Start of PROVIDED RECORDS

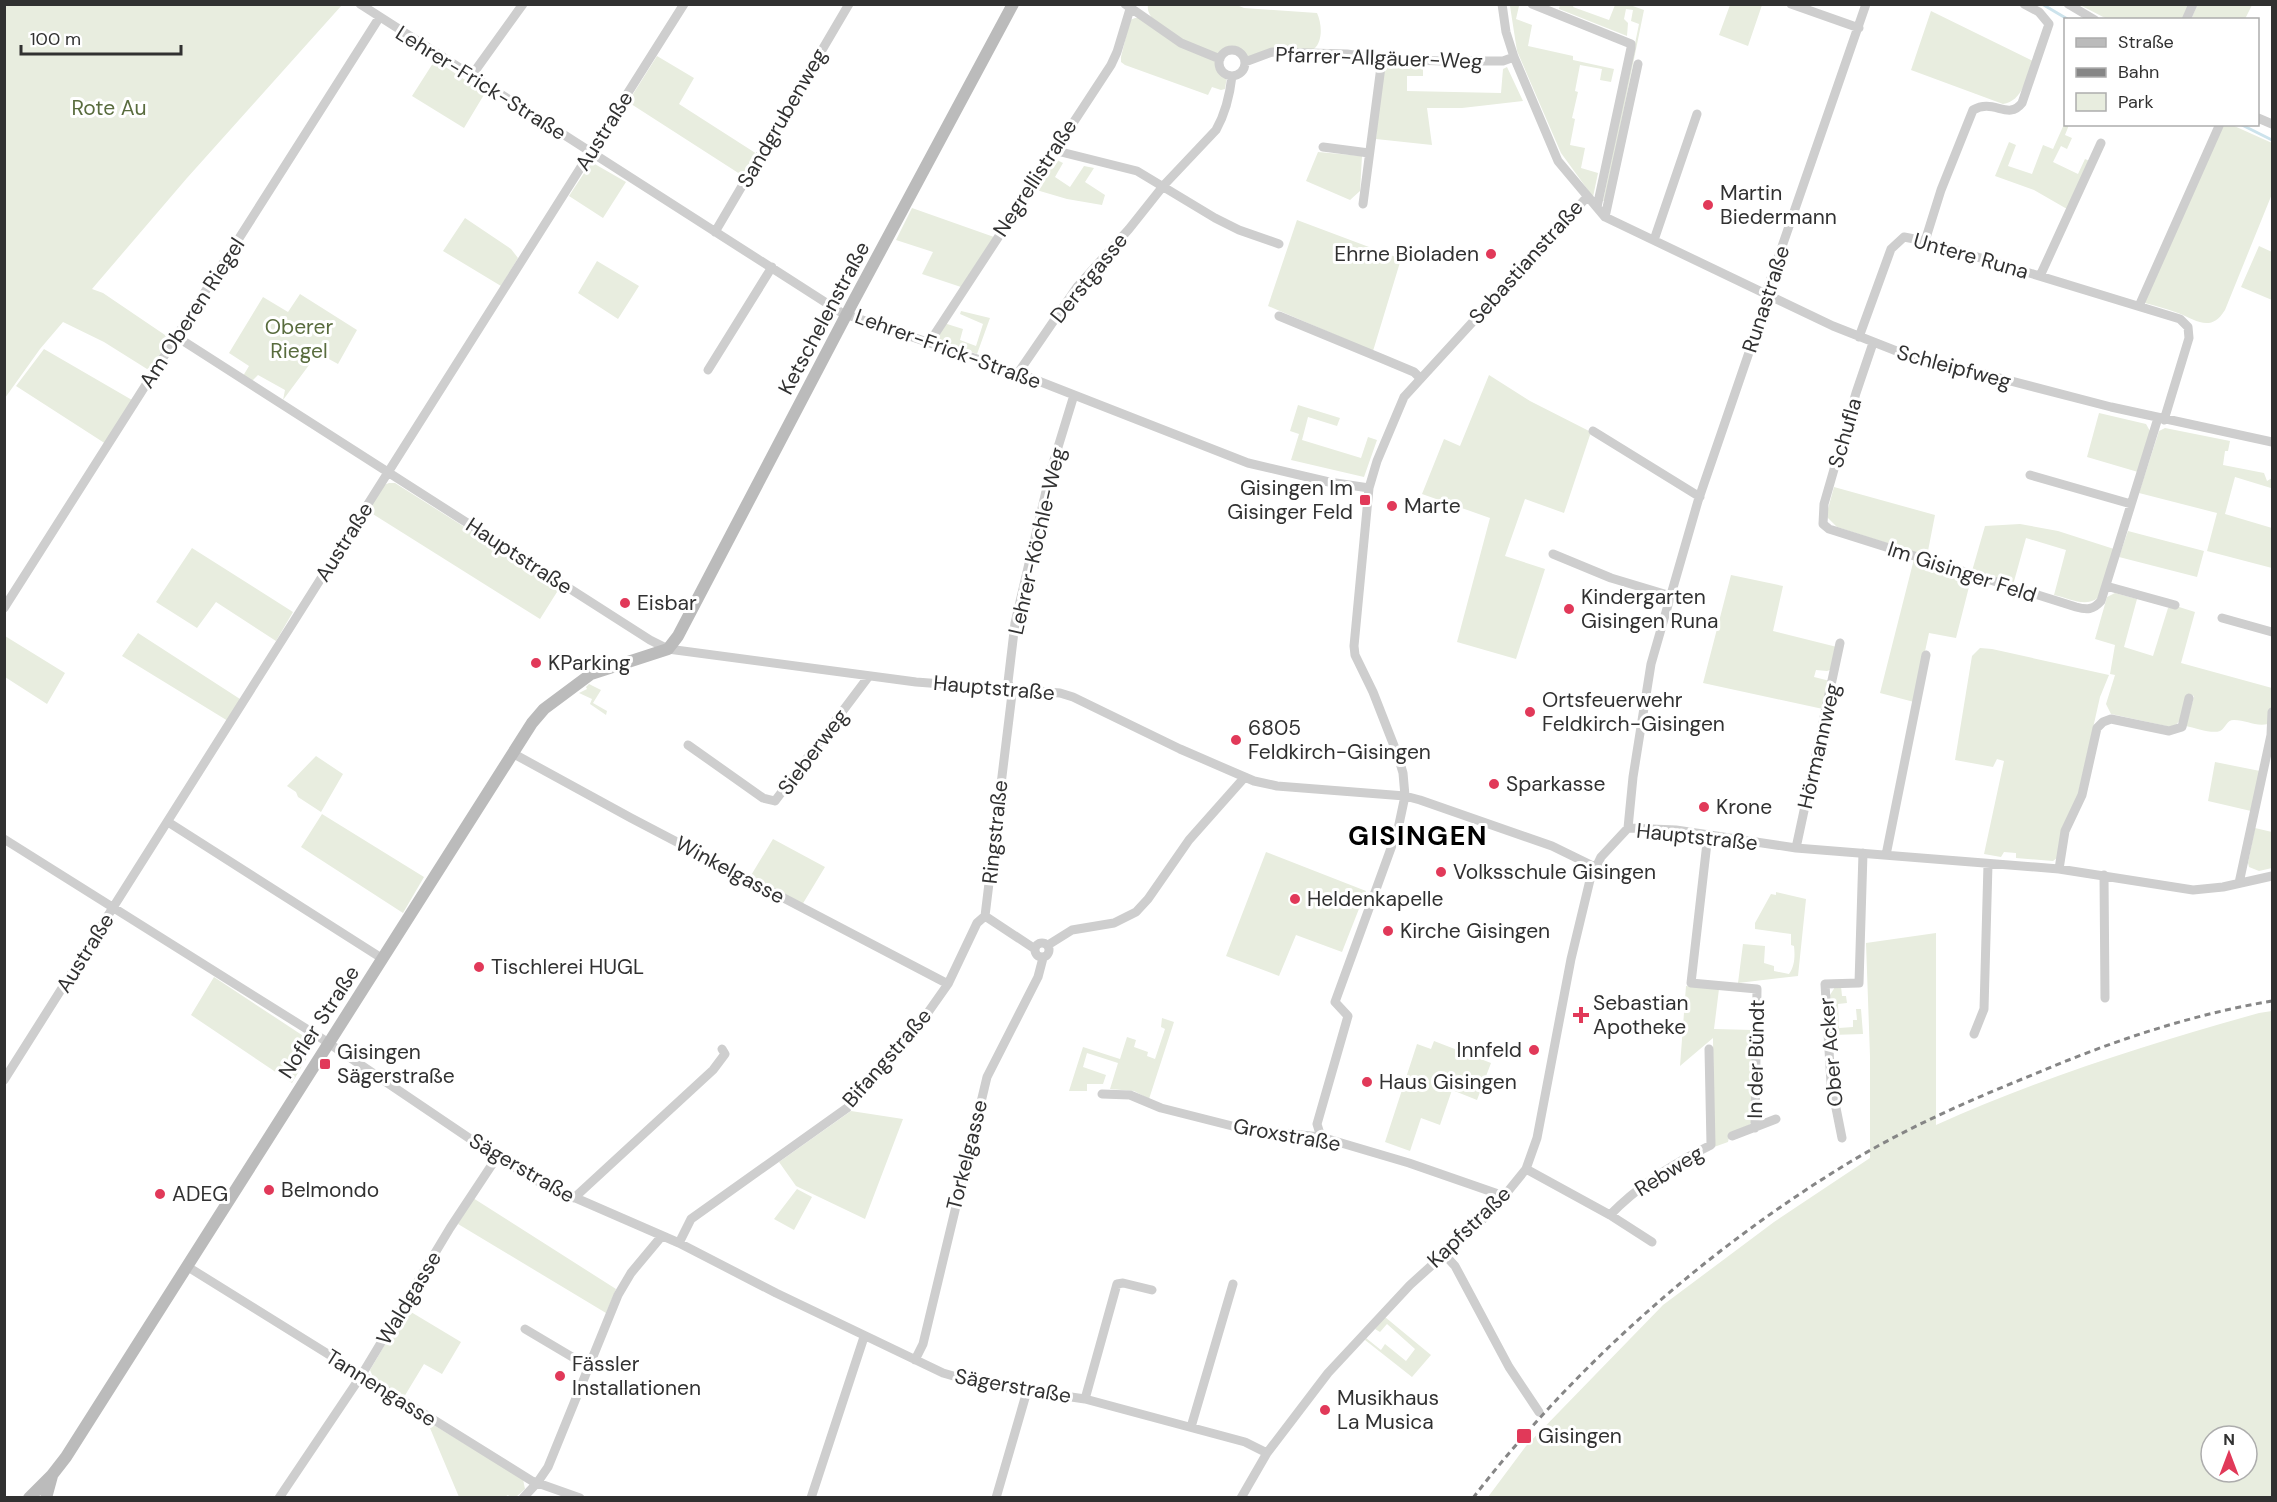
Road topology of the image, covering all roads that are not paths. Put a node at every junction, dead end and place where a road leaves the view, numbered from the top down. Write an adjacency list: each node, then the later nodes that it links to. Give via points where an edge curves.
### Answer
1 (360, 4): 14 (street, Lehrer-Frick-Straße)
2 (523, 4): 23 (street)
3 (684, 4): 30 (street, Austraße)
4 (849, 4): 37 (street, Sandgrubenweg)
5 (1013, 4): 45 (main road, Ketschelenstraße)
6 (1502, 4): 18 (street, Sebastianstraße)
7 (1532, 4): 35 (street, Sebastianstraße, via 1631,44)
8 (1791, 4): 17 (street)
9 (1866, 4): 17 (street, Runastraße)
10 (2024, 4): 39 (street, via 2039,12 2049,24 2022,103 2010,111 1989,105 1973,110)
11 (2068, 4): 15 (street)
12 (2193, 4): 16 (street)
13 (1128, 7): 19 (street, Negrellistraße, via 1181,43); 29 (street, Negrellistraße, via 1111,65)
14 (380, 18): 23 (street, Lehrer-Frick-Straße); 47 (street, Am Oberen Riegel)
15 (2092, 18)
16 (2187, 18)
17 (1858, 28): 43 (street, Runastraße)
18 (1514, 57): 20 (street, Pfarrer-Allgäuer-Weg, via 1478,62); 33 (street, Sebastianstraße, via 1558,161)
19 (1220, 59): 21 (street, via 1225,52 1234,50); 24 (street, via 1222,70)
20 (1382, 59): 21 (street, Pfarrer-Allgäuer-Weg, via 1272,52); 31 (street)
21 (1245, 62): 24 (street, via 1243,70)
22 (1638, 64): 36 (street)
23 (472, 75): 30 (street, Lehrer-Frick-Straße)
24 (1232, 76): 32 (street, Derstgasse, via 1216,130)
25 (1697, 114): 38 (street)
26 (2219, 126): 44 (street)
27 (2101, 143): 42 (street, Untere Runa)
28 (1323, 147): 31 (street)
29 (1053, 150): 32 (street, via 1137,171); 49 (street, Negrellistraße)
30 (591, 152): 37 (street, Lehrer-Frick-Straße); 58 (street, Austraße)
31 (1369, 153): 34 (street)
32 (1164, 185): 40 (street, via 1223,222); 52 (street, Derstgasse, via 1077,287)
33 (1587, 197): 35 (street, Schleipfweg); 53 (street, Sebastianstraße)
34 (1363, 204)
35 (1597, 207): 36 (street, Schleipfweg)
36 (1605, 217): 38 (street, Schleipfweg)
37 (715, 232): 41 (street, Lehrer-Frick-Straße)
38 (1654, 240): 43 (street, Schleipfweg)
39 (1925, 241): 42 (street, Untere Runa); 48 (street, Untere Runa, via 1904,237 1891,249)
40 (1278, 244)
41 (772, 267): 45 (street, Lehrer-Frick-Straße); 51 (street)
42 (2040, 276): 44 (street, Untere Runa)
43 (1768, 293): 48 (street, Schleipfweg); 61 (street, Runastraße)
44 (2139, 306): 55 (street, Untere Runa, via 2180,319 2188,327 2189,338)
45 (847, 313): 49 (street, Lehrer-Frick-Straße); 72 (main road, Ketschelenstraße)
46 (1279, 316): 53 (street, via 1383,358)
47 (177, 336): 58 (street, Hauptstraße); 68 (street, Am Oberen Riegel)
48 (1859, 337): 50 (street, Schleipfweg)
49 (928, 343): 52 (street, Lehrer-Frick-Straße)
50 (1873, 344): 55 (street, Schleipfweg); 63 (street, Schufla, via 1824,504)
51 (708, 370)
52 (1018, 374): 54 (street, Lehrer-Frick-Straße)
53 (1420, 378): 60 (street, Sebastianstraße, via 1397,410)
54 (1074, 395): 60 (street, Lehrer-Frick-Straße, via 1248,463); 75 (street, Lehrer-Köchle-Weg, via 1051,470 1015,623)
55 (2161, 419): 57 (street, Schleipfweg); 62 (street)
56 (1593, 431): 61 (street)
57 (2272, 442)
58 (388, 472): 72 (street, Hauptstraße); 82 (street, Austraße)
59 (2030, 476): 62 (street)
60 (1369, 488): 81 (street, Sebastianstraße, via 1354,631 1355,655 1398,756)
61 (1700, 497): 66 (street, Runastraße)
62 (2131, 504): 65 (street)
63 (1823, 524): 65 (street, Im Gisinger Feld, via 1839,533 2076,608 2095,608)
64 (1553, 555): 66 (street)
65 (2106, 586): 67 (street)
66 (1671, 596): 83 (street, Runastraße, via 1651,664)
67 (2175, 605)
68 (4, 608)
69 (2222, 618): 70 (street)
70 (2272, 632)
71 (1840, 644): 86 (street, Hörmannweg)
72 (668, 649): 74 (street, Hauptstraße); 79 (main road, Nofler Straße, via 579,681 538,716)
73 (1926, 654): 88 (street)
74 (869, 676): 75 (street, Hauptstraße); 78 (street, Sieberweg, via 775,801 763,798)
75 (1010, 689): 80 (street, Hauptstraße, via 1072,697); 96 (street, Ringstraße)
76 (2189, 698): 91 (street, via 2182,727 2177,730 2111,719 2097,728 2082,795 2065,831)
77 (2272, 712): 94 (street, via 2271,735)
78 (688, 745)
79 (514, 754): 100 (main road, Nofler Straße); 101 (street, Winkelgasse)
80 (1244, 778): 81 (street, Hauptstraße, via 1277,786); 97 (street, via 1189,840 1136,912 1114,923 1072,930)
81 (1405, 796): 90 (street, Hauptstraße, via 1546,844); 112 (street, Sebastianstraße, via 1398,829 1335,1002 1348,1016 1317,1124)
82 (168, 822): 95 (street, Austraße); 100 (street)
83 (1628, 828): 84 (street, Hauptstraße); 90 (street, Hauptstraße)
84 (1708, 834): 86 (street, Hauptstraße); 110 (street, In der Bündt, via 1691,983 1757,989)
85 (4, 839): 95 (street, Sägerstraße)
86 (1796, 848): 87 (street, Hauptstraße)
87 (1863, 854): 88 (street, Hauptstraße); 113 (street, Ober Acker, via 1859,983 1825,984 1831,1083)
88 (1886, 855): 89 (street, Hauptstraße)
89 (1988, 864): 91 (street, Hauptstraße); 103 (street, via 1984,1009)
90 (1595, 867): 115 (street, Kapfstraße, via 1571,959 1537,1138)
91 (2059, 869): 92 (street, Hauptstraße)
92 (2104, 875): 94 (street, Hauptstraße, via 2193,890); 102 (street)
93 (2272, 876): 94 (street, Hauptstraße)
94 (2239, 883)
95 (113, 908): 104 (street, Sägerstraße); 107 (street, Austraße)
96 (985, 916): 98 (street); 101 (street, Bifangstraße, via 977,923)
97 (1048, 945): 98 (street, via 1040,943); 99 (street, via 1050,952)
98 (1035, 949): 99 (street)
99 (1043, 958): 128 (street, Torkelgasse, via 1038,977 987,1077 923,1344)
100 (383, 959): 104 (main road, Nofler Straße)
101 (948, 984): 121 (street, Bifangstraße, via 848,1108 691,1219)
102 (2105, 998)
103 (1974, 1034)
104 (328, 1043): 114 (street, Sägerstraße); 123 (main road, Nofler Straße)
105 (1709, 1048): 118 (street, Rebweg, via 1712,1145 1648,1182)
106 (722, 1049): 117 (street, via 725,1054 713,1070)
107 (4, 1080)
108 (1102, 1094): 112 (street, Groxstraße, via 1131,1095 1248,1130)
109 (1776, 1119): 110 (street, In der Bündt)
110 (1755, 1128): 111 (street, In der Bündt)
111 (1732, 1136)
112 (1321, 1137): 116 (street, Groxstraße)
113 (1842, 1138)
114 (496, 1156): 117 (street, Sägerstraße); 130 (street, Waldgasse)
115 (1526, 1169): 116 (street, Kapfstraße); 118 (street, Rebweg)
116 (1504, 1196): 122 (street, Kapfstraße)
117 (574, 1198): 119 (street, Sägerstraße)
118 (1610, 1215): 120 (street, Rebweg)
119 (661, 1237): 121 (street, Sägerstraße); 129 (street, via 618,1295)
120 (1652, 1242)
121 (679, 1243): 127 (street, Sägerstraße)
122 (1444, 1254): 133 (street, via 1455,1266 1509,1367); 135 (street, Kapfstraße, via 1388,1307 1328,1373)
123 (188, 1267): 130 (street, Tannengasse); 136 (main road, Nofler Straße)
124 (1233, 1284): 134 (street)
125 (1152, 1290): 132 (street, Sägerstraße, via 1124,1282 1117,1284)
126 (525, 1329): 129 (street)
127 (864, 1336): 128 (street, Sägerstraße); 143 (street)
128 (915, 1360): 131 (street, Sägerstraße, via 956,1377)
129 (589, 1367): 137 (street, via 548,1467)
130 (361, 1376): 137 (street, Tannengasse); 140 (street, Waldgasse)
131 (1028, 1390): 132 (street, Sägerstraße); 144 (street)
132 (1085, 1399): 134 (street, Sägerstraße)
133 (1539, 1412)
134 (1191, 1427): 135 (street, Sägerstraße, via 1245,1442)
135 (1267, 1453): 145 (street, Kapfstraße)
136 (52, 1475): 138 (main road, Nofler Straße); 139 (main road, Nofler Straße)
137 (537, 1483): 141 (street); 142 (street, Tannengasse)
138 (29, 1497)
139 (46, 1497)
140 (279, 1497)
141 (523, 1497)
142 (580, 1497)
143 (811, 1497)
144 (996, 1497)
145 (1241, 1497)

End of PROVIDED RECORDS

▶ _ABOUT THIS TASK_
If a line above contains the word "Austraße", list it.

▶ _RESPONSE_
3 (684, 4): 30 (street, Austraße)
30 (591, 152): 37 (street, Lehrer-Frick-Straße); 58 (street, Austraße)
58 (388, 472): 72 (street, Hauptstraße); 82 (street, Austraße)
82 (168, 822): 95 (street, Austraße); 100 (street)
95 (113, 908): 104 (street, Sägerstraße); 107 (street, Austraße)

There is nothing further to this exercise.